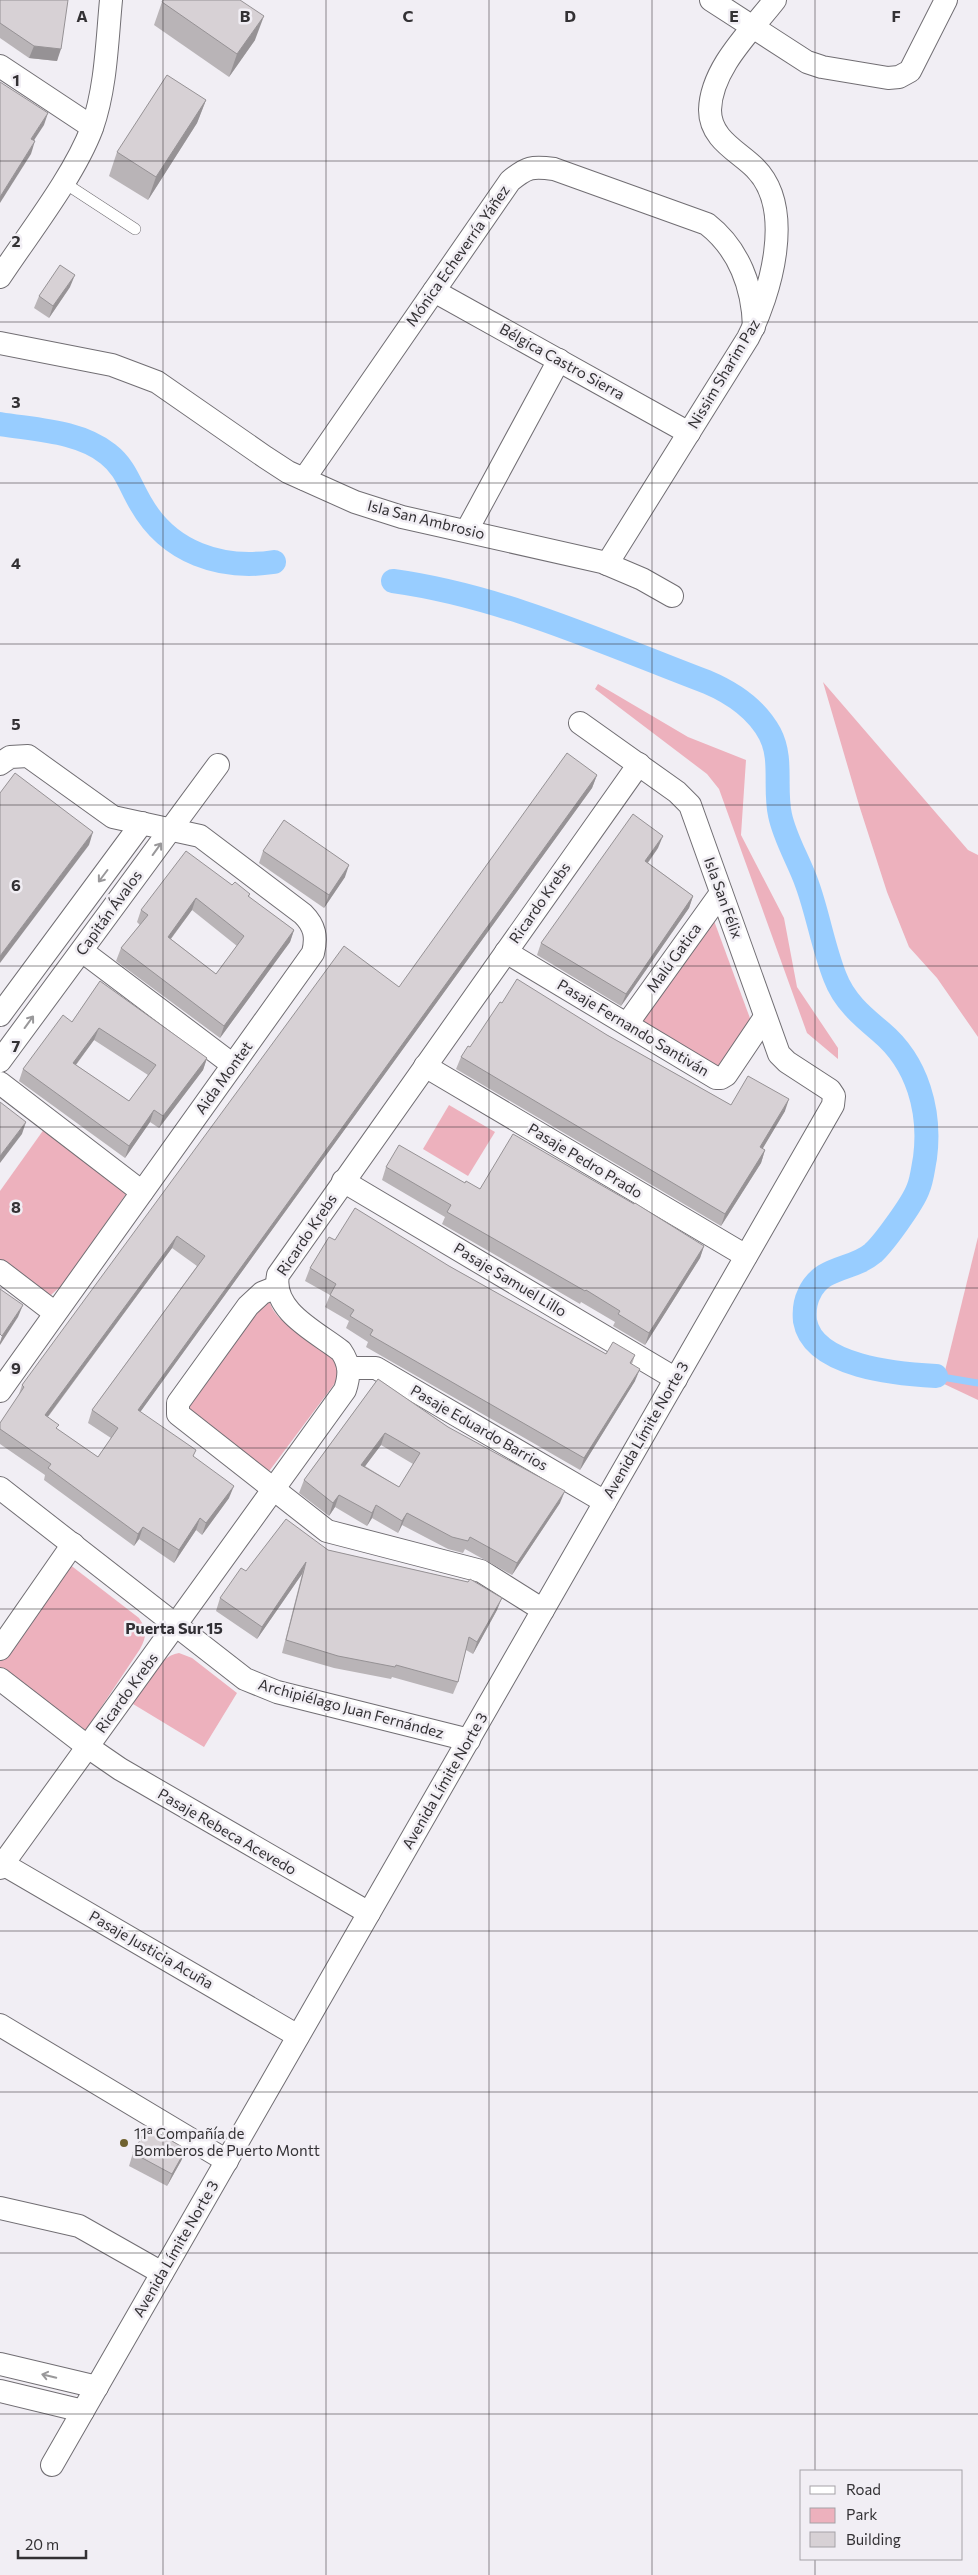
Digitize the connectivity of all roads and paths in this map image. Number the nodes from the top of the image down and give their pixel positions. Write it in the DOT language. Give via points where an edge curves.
graph roads {
  1 [pos="112,0"];
  2 [pos="711,0"];
  3 [pos="775,0"];
  4 [pos="946,0"];
  5 [pos="754,27"];
  6 [pos="0,66"];
  7 [pos="92,127"];
  8 [pos="63,182"];
  9 [pos="135,229"];
  10 [pos="0,277"];
  11 [pos="434,291"];
  12 [pos="754,327"];
  13 [pos="0,343"];
  14 [pos="558,360"];
  15 [pos="689,433"];
  16 [pos="304,479"];
  17 [pos="467,530"];
  18 [pos="607,564"];
  19 [pos="672,596"];
  20 [pos="580,722"];
  21 [pos="0,764"];
  22 [pos="639,764"];
  23 [pos="218,765"];
  24 [pos="142,823"];
  25 [pos="172,829"];
  26 [pos="721,893"];
  27 [pos="82,951"];
  28 [pos="506,952"];
  29 [pos="0,1015"];
  30 [pos="765,1017"];
  31 [pos="627,1024"];
  32 [pos="0,1061"];
  33 [pos="233,1065"];
  34 [pos="425,1066"];
  35 [pos="0,1083"];
  36 [pos="834,1096"];
  37 [pos="343,1181"];
  38 [pos="142,1192"];
  39 [pos="746,1256"];
  40 [pos="0,1270"];
  41 [pos="277,1287"];
  42 [pos="55,1313"];
  43 [pos="349,1368"];
  44 [pos="676,1379"];
  45 [pos="0,1391"];
  46 [pos="0,1488"];
  47 [pos="273,1490"];
  48 [pos="605,1502"];
  49 [pos="73,1544"];
  50 [pos="543,1610"];
  51 [pos="176,1626"];
  52 [pos="0,1649"];
  53 [pos="0,1679"];
  54 [pos="469,1740"];
  55 [pos="88,1747"];
  56 [pos="3,1860"];
  57 [pos="369,1913"];
  58 [pos="0,2025"];
  59 [pos="298,2036"];
  60 [pos="226,2161"];
  61 [pos="0,2208"];
  62 [pos="162,2273"];
  63 [pos="0,2364"];
  64 [pos="97,2388"];
  65 [pos="0,2391"];
  66 [pos="83,2411"];
  67 [pos="52,2465"];
  1 -- 7 [label="street" via="102,83"];
  2 -- 5 [label="street"];
  3 -- 5 [label="street, Nissim Sharim Paz"];
  4 -- 5 [label="street" via="918,59 910,71 899,77 859,75 807,62"];
  5 -- 12 [label="street, Nissim Sharim Paz" via="722,70 712,94 710,112 722,141 755,168 773,202 777,224 774,258 766,295"];
  6 -- 7 [label="street"];
  7 -- 8 [label="street"];
  8 -- 9 [label="lane"];
  8 -- 10 [label="street"];
  11 -- 12 [label="street, Mónica Echeverría Yáñez" via="510,181 524,170 536,166 554,168 707,224 726,241 744,273 751,296"];
  11 -- 14 [label="street, Bélgica Castro Sierra"];
  11 -- 16 [label="street, Mónica Echeverría Yáñez"];
  12 -- 15 [label="street, Nissim Sharim Paz"];
  13 -- 16 [label="street, Isla San Ambrosio" via="112,365 157,382 265,457"];
  14 -- 15 [label="street, Bélgica Castro Sierra"];
  14 -- 17 [label="street"];
  15 -- 18 [label="street, Nissim Sharim Paz"];
  16 -- 17 [label="street, Isla San Ambrosio" via="402,517"];
  17 -- 18 [label="street, Isla San Ambrosio"];
  18 -- 19 [label="street, Isla San Ambrosio"];
  20 -- 22 [label="street, Isla San Félix"];
  21 -- 24 [label="street, Aida Montet" via="10,757 28,756 113,817"];
  22 -- 26 [label="street, Isla San Félix" via="678,792 690,806"];
  22 -- 28 [label="street, Ricardo Krebs"];
  23 -- 25 [label="street, Capitán Ávalos"];
  24 -- 25 [label="street, Aida Montet"];
  24 -- 29 [label="street, Capitán Ávalos, one-way"];
  27 -- 25 [label="street, Capitán Ávalos, one-way"];
  25 -- 33 [label="street, Aida Montet" via="200,836 303,914 314,928 313,953"];
  26 -- 30 [label="street, Isla San Félix"];
  26 -- 31 [label="street, Malú Gatica"];
  32 -- 27 [label="street, Capitán Ávalos, one-way"];
  27 -- 33 [label="street"];
  28 -- 31 [label="street, Pasaje Fernando Santiván"];
  28 -- 34 [label="street, Ricardo Krebs"];
  30 -- 31 [label="street, Pasaje Fernando Santiván" via="721,1078"];
  30 -- 36 [label="street, Isla San Félix" via="783,1059 830,1090"];
  33 -- 38 [label="street, Aida Montet"];
  34 -- 37 [label="street, Ricardo Krebs"];
  34 -- 39 [label="street, Pasaje Pedro Prado"];
  35 -- 38 [label="street"];
  36 -- 39 [label="street, Avenida Límite Norte 3" via="833,1106"];
  37 -- 41 [label="street, Ricardo Krebs" via="281,1269"];
  37 -- 44 [label="street, Pasaje Samuel Lillo"];
  38 -- 42 [label="street, Aida Montet"];
  39 -- 44 [label="street, Avenida Límite Norte 3"];
  40 -- 42 [label="street"];
  41 -- 43 [label="street, Ricardo Krebs" via="286,1308 341,1351"];
  41 -- 47 [label="street" via="248,1306 176,1410"];
  42 -- 45 [label="street, Aida Montet"];
  43 -- 47 [label="street, Ricardo Krebs" via="345,1390"];
  43 -- 48 [label="street, Pasaje Eduardo Barrios" via="376,1368"];
  44 -- 48 [label="street, Avenida Límite Norte 3"];
  46 -- 49 [label="street, Archipiélago Juan Fernández"];
  47 -- 50 [label="street" via="327,1531 481,1571"];
  47 -- 51 [label="street, Ricardo Krebs"];
  48 -- 50 [label="street, Avenida Límite Norte 3"];
  49 -- 51 [label="street, Archipiélago Juan Fernández"];
  49 -- 52 [label="street"];
  50 -- 54 [label="street, Avenida Límite Norte 3"];
  51 -- 54 [label="street, Archipiélago Juan Fernández" via="232,1670 261,1686"];
  51 -- 55 [label="street, Ricardo Krebs"];
  53 -- 55 [label="street, Pasaje Rebeca Acevedo"];
  54 -- 57 [label="street, Avenida Límite Norte 3"];
  55 -- 56 [label="street, Ricardo Krebs"];
  55 -- 57 [label="street, Pasaje Rebeca Acevedo" via="156,1791"];
  56 -- 59 [label="street, Pasaje Justicia Acuña"];
  57 -- 59 [label="street, Avenida Límite Norte 3"];
  58 -- 60 [label="street"];
  59 -- 60 [label="street, Avenida Límite Norte 3"];
  60 -- 62 [label="street, Avenida Límite Norte 3"];
  61 -- 62 [label="street" via="80,2226"];
  62 -- 64 [label="street, Avenida Límite Norte 3"];
  64 -- 63 [label="street, one-way"];
  64 -- 66 [label="street, Avenida Límite Norte 3"];
  65 -- 66 [label="street"];
  66 -- 67 [label="street, Avenida Límite Norte 3"];
}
___
*Your goal*: Return every line in the listing that contains the word "Archipiélago".

*Result of the task*:
  46 -- 49 [label="street, Archipiélago Juan Fernández"];
  49 -- 51 [label="street, Archipiélago Juan Fernández"];
  51 -- 54 [label="street, Archipiélago Juan Fernández" via="232,1670 261,1686"];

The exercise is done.